== Segment start ==
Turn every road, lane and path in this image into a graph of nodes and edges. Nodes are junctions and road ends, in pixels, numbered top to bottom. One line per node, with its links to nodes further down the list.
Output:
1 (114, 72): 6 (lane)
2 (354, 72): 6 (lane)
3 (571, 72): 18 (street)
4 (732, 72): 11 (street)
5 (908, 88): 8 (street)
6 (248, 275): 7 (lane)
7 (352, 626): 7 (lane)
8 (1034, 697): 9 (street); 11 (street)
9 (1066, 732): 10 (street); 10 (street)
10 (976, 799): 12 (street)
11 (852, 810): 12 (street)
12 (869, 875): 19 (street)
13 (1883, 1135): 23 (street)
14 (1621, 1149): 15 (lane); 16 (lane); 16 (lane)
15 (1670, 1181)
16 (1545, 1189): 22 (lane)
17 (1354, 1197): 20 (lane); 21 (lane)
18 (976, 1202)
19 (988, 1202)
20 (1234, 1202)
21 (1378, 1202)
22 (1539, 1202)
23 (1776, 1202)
== Segment end ==
The records above must be retyped in full, exactly.

RESULT FOR THIS TASK
Turn every road, lane and path in this image into a graph of nodes and edges. Nodes are junctions and road ends, in pixels, numbered top to bottom. One line per node, with its links to nodes further down the list.
Output:
1 (114, 72): 6 (lane)
2 (354, 72): 6 (lane)
3 (571, 72): 18 (street)
4 (732, 72): 11 (street)
5 (908, 88): 8 (street)
6 (248, 275): 7 (lane)
7 (352, 626): 7 (lane)
8 (1034, 697): 9 (street); 11 (street)
9 (1066, 732): 10 (street); 10 (street)
10 (976, 799): 12 (street)
11 (852, 810): 12 (street)
12 (869, 875): 19 (street)
13 (1883, 1135): 23 (street)
14 (1621, 1149): 15 (lane); 16 (lane); 16 (lane)
15 (1670, 1181)
16 (1545, 1189): 22 (lane)
17 (1354, 1197): 20 (lane); 21 (lane)
18 (976, 1202)
19 (988, 1202)
20 (1234, 1202)
21 (1378, 1202)
22 (1539, 1202)
23 (1776, 1202)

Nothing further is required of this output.